Song by R D Burman

from the album Ijaazat
- Released: 1987
- Recorded: Mumbai, India
- Genre: Filmi
- Label: Saregama
- Composer: R D Burman
- Lyricist: Gulzar
- Producer: R D Burman

= Mera Kuchh Saamaan =

"Mera Kuch Samaan" is a Hindi song from the 1987 film Ijaazat, directed by Gulzar, who also wrote the song. The song was composed by R D Burman and sung by Asha Bhosle. In the film, the song takes cue from the poem, Maya (Anuradha Patel) leaves behind in letter, for her former lover Mahinder (Naseeruddin Shah), asking him to return her things. As he read on, he finds they are not physical things she wants back, but memories of times spent together.

The song remains one of singer Asha Bhosle's most popular, and her personal favourite, as in a 2005 interview with The Fader magazine, calling it autobiographical, she said, "Mera Kuch Samaan..This song is my life." In a 2010 tweet, singer Asha Bhosle, noted, "Pancham jokingly referred to song Mera Kuch Samaan as 'Luggage Song'. My band members still call it that when we are on concert tour".

==About the song==

Even at the time of its release the song was noted, and even "ahead of its times", for its unusual non-rhyming lyrics in free verse, and for blurring the line between poem and lyric. When Gulzar first showed the non-rhyming lyrics to RD Burman, he jokingly complained that Gulzar would next ask him to set a newspaper headline to music. In an interview Asha Bhosle mentioned that when song was presented to R. D. Burnam, he threw the song away calling it Times of India. Gulzar, who wrote the song and was also directing the movie, sat in a corner fearfully. She herself started humming the song which triggered the melody in Burman's mind and he composed the song in 15 minutes.

The soft music composition chosen by RD Burman, kept the focus completely on the vocals and the words, it not only highlight the unusual lyrics, but also brought Asha versatility as a singer to the fore. It pitted Asha in "a league apart from her contemporaries" and made it one of her best songs. She won her second National Film Award for Best Female Playback Singer for the song of 1988, the first one being for Dil Cheez Kya Hai from Umrao Jaan (1981).

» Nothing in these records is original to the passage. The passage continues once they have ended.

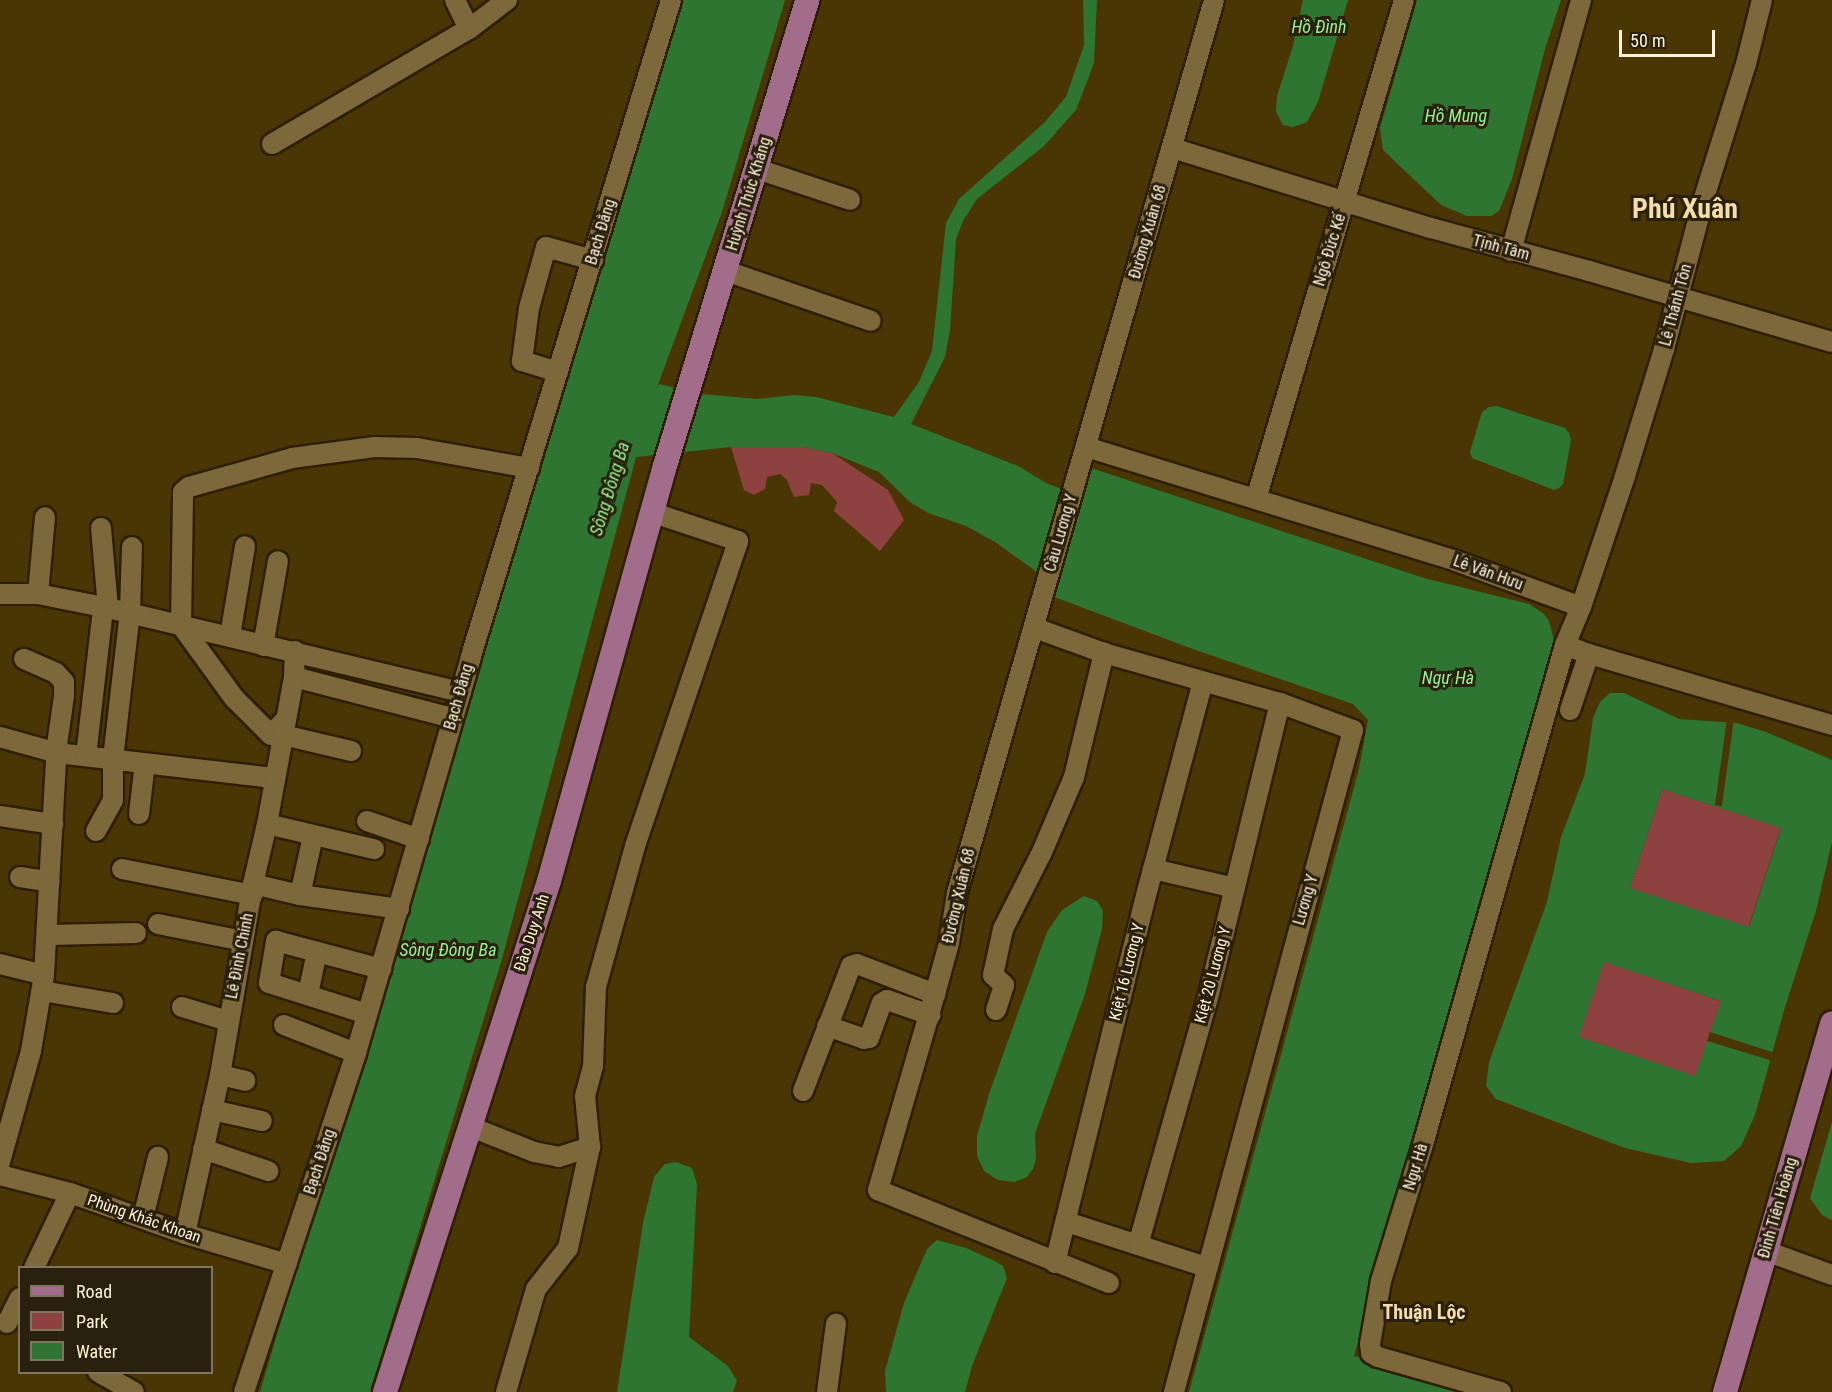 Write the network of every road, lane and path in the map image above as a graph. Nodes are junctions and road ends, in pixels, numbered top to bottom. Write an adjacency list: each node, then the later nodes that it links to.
1 (455, 0): 9 (street)
2 (507, 0): 9 (street)
3 (671, 0): 16 (street, Bạch Đằng)
4 (807, 0): 12 (main road, Huỳnh Thúc Kháng)
5 (1214, 0): 11 (street, Đường Xuân 68)
6 (1404, 0): 14 (street, Ngô Đức Kế)
7 (1581, 0): 15 (street)
8 (1762, 0): 18 (street, Lê Thánh Tôn)
9 (469, 29): 10 (street)
10 (272, 144)
11 (1172, 148): 14 (street, Tịnh Tâm); 22 (street, Đường Xuân 68)
12 (757, 169): 13 (street); 17 (main road, Huỳnh Thúc Kháng)
13 (850, 200)
14 (1344, 203): 15 (street, Tịnh Tâm); 25 (street, Ngô Đức Kế)
15 (1511, 251): 18 (street, Tịnh Tâm)
16 (593, 260): 21 (street, Bạch Đằng); 21 (street)
17 (726, 271): 19 (street); 24 (main road, Huỳnh Thúc Kháng)
18 (1678, 297): 20 (street, Tịnh Tâm); 35 (street, Lê Thánh Tôn)
19 (871, 321)
20 (1832, 342)
21 (558, 372): 23 (street, Bạch Đằng)
22 (1084, 455): 25 (street, Lê Văn Hưu); 34 (street, Cầu Lương Y)
23 (529, 468): 38 (street); 49 (street, Bạch Đằng)
24 (664, 469): 26 (main road, Đào Duy Anh)
25 (1256, 500): 35 (street, Lê Văn Hưu)
26 (651, 512): 104 (main road, Đào Duy Anh); 105 (street)
27 (45, 517): 33 (street)
28 (101, 528): 36 (street)
29 (245, 546): 40 (street)
30 (132, 547): 37 (street)
31 (278, 561): 42 (street)
32 (0, 594): 33 (street)
33 (38, 594): 36 (street)
34 (1042, 602): 39 (street, Đường Xuân 68)
35 (1581, 607): 41 (street)
36 (106, 608): 37 (street); 58 (street)
37 (130, 613): 38 (street); 59 (street)
38 (181, 625): 40 (street); 54 (street)
39 (1035, 628): 44 (street, Lương Y); 88 (street, Đường Xuân 68)
40 (230, 636): 42 (street)
41 (1564, 645): 45 (street); 133 (street, Ngự Hà)
42 (263, 646): 43 (street)
43 (295, 651): 47 (street, Lê Đình Chinh); 49 (street)
44 (1104, 653): 48 (street, Lương Y); 91 (street)
45 (1589, 654): 51 (street); 53 (street)
46 (24, 659): 57 (street)
47 (294, 677): 52 (street); 54 (street, Lê Đình Chinh)
48 (1203, 682): 50 (street, Lương Y); 72 (street, Kiệt 16 Lương Y)
49 (461, 692): 52 (street, Bạch Đằng)
50 (1280, 703): 75 (street, Kiệt 20 Lương Y); 120 (street, Lương Y)
51 (1570, 710)
52 (453, 718): 69 (street, Bạch Đằng)
53 (1832, 725)
54 (284, 728): 56 (street); 61 (street, Lê Đình Chinh)
55 (0, 737): 57 (street)
56 (351, 751)
57 (57, 753): 58 (street); 65 (street)
58 (86, 756): 59 (street)
59 (113, 759): 60 (street); 67 (street)
60 (146, 763): 61 (street); 62 (street)
61 (274, 778): 66 (street, Lê Đình Chinh)
62 (139, 814)
63 (0, 816): 65 (street)
64 (368, 821): 69 (street)
65 (53, 824): 74 (street)
66 (267, 824): 68 (street); 76 (street, Lê Đình Chinh)
67 (96, 831)
68 (314, 836): 70 (street); 77 (street)
69 (419, 839): 78 (street, Bạch Đằng)
70 (374, 849)
71 (122, 869): 76 (street)
72 (1153, 869): 75 (street); 113 (street, Kiệt 16 Lương Y)
73 (20, 877): 74 (street)
74 (50, 882): 81 (street)
75 (1235, 888): 115 (street, Kiệt 20 Lương Y)
76 (253, 890): 77 (street); 82 (street, Lê Đình Chinh)
77 (300, 895): 78 (street)
78 (399, 909): 85 (street, Bạch Đằng)
79 (158, 924): 82 (street)
80 (136, 933): 81 (street)
81 (48, 935): 86 (street)
82 (243, 941): 97 (street, Lê Đình Chinh)
83 (317, 952): 85 (street); 87 (street); 87 (street)
84 (0, 964): 86 (street)
85 (381, 969): 92 (street, Bạch Đằng)
86 (43, 983): 89 (street); 108 (street)
87 (308, 994): 92 (street)
88 (935, 994): 93 (street, Đường Xuân 68); 96 (street)
89 (113, 1003)
90 (182, 1007): 97 (street)
91 (996, 1010)
92 (367, 1014): 98 (street, Bạch Đằng)
93 (930, 1015): 96 (street); 117 (street, Đường Xuân 68)
94 (1832, 1023): 116 (main road, Đinh Tiên Hoàng)
95 (284, 1025): 98 (street)
96 (827, 1026): 101 (street)
97 (232, 1031): 99 (street, Lê Đình Chinh)
98 (356, 1053): 118 (street, Bạch Đằng)
99 (220, 1075): 100 (street); 102 (street, Lê Đình Chinh)
100 (246, 1081)
101 (803, 1091)
102 (212, 1110): 103 (street); 106 (street, Lê Đình Chinh)
103 (262, 1120)
104 (471, 1127): 105 (street); 129 (main road, Đào Duy Anh)
105 (590, 1147): 130 (street)
106 (203, 1149): 109 (street); 114 (street, Lê Đình Chinh)
107 (158, 1157): 112 (street)
108 (0, 1162)
109 (268, 1171)
110 (0, 1175): 111 (street, Phùng Khắc Khoan)
111 (70, 1193): 112 (street, Phùng Khắc Khoan); 119 (street)
112 (143, 1218): 114 (street, Phùng Khắc Khoan)
113 (1066, 1222): 115 (street); 117 (street, Kiệt 16 Lương Y)
114 (185, 1234): 118 (street, Phùng Khắc Khoan)
115 (1138, 1245): 120 (street)
116 (1766, 1251): 121 (street); 134 (main road, Đinh Tiên Hoàng)
117 (1055, 1263): 122 (street)
118 (287, 1264): 128 (street, Bạch Đằng)
119 (35, 1266)
120 (1206, 1267): 132 (street, Lương Y)
121 (1832, 1275)
122 (1109, 1283)
123 (18, 1303): 124 (street)
124 (9, 1324)
125 (836, 1324): 131 (street)
126 (102, 1374): 127 (street)
127 (134, 1392)
128 (243, 1392)
129 (385, 1392)
130 (506, 1392)
131 (827, 1392)
132 (1173, 1392)
133 (1501, 1392)
134 (1725, 1392)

Ulhas Bapat, veteran santoor player, who had collaborated with Burman since 1978 until his last film, 1942 A Love Story, played santoor in song's interludes, especially innovative meend pieces.

==Awards==
Asha Bhosle won the National Film Award for Best Female Playback Singer for her rendition of the song, and Gulzar won the National Film Award for Best Lyrics and Filmfare Best Lyricist Award for his lyrics.

==Legacy==
Years later, "Mera Kuch Samaan" was the title of the greatest hits album of Gulzar's greatest hits as a lyricist, released in 2005 by Saregama Ltd. It was also part of the greatest hit compilation album, The Very Best of Asha Bhosle, The Queen of Bollywood, released in 2003. The song was also part of the compilation album, "Precious Platinum" released on her 75th birthday in 2008, by Saregama India Ltd.

In May 2011, theatre festival of plays based on 10 short stories of Gulzar, titled Mera Kuch Samaan was organized in Delhi and Mumbai.

==Version==
Asha Bhosle reprised the song in the album, You've Stolen My Heart: Songs From R.D. Burman's Bollywood with Asha Bhosle, released in August 2005, recorded with Asha and Kronos Quartet, a string quartet founded by David Harrington, as a tribute to Rahul Dev Burman. According to Harrington, .."the experience of a lifetime has tinged her voice with even more poignancy when she sings a song like Mera kuch samaan. The album was recorded over eight days at San Francisco studios, and went to win a nomination for Grammy Award for Best Contemporary World Music Album. Later she said that her favourite number from the album was "Mera Kuchh samaan..which "is very close to my heart as it transports me back into time when I was with Pancham."
Young Music composer Ritesh Bhoyar has refreshingly recomposed this song, as per him it is the most difficult lyrics to compose in Indian film industry.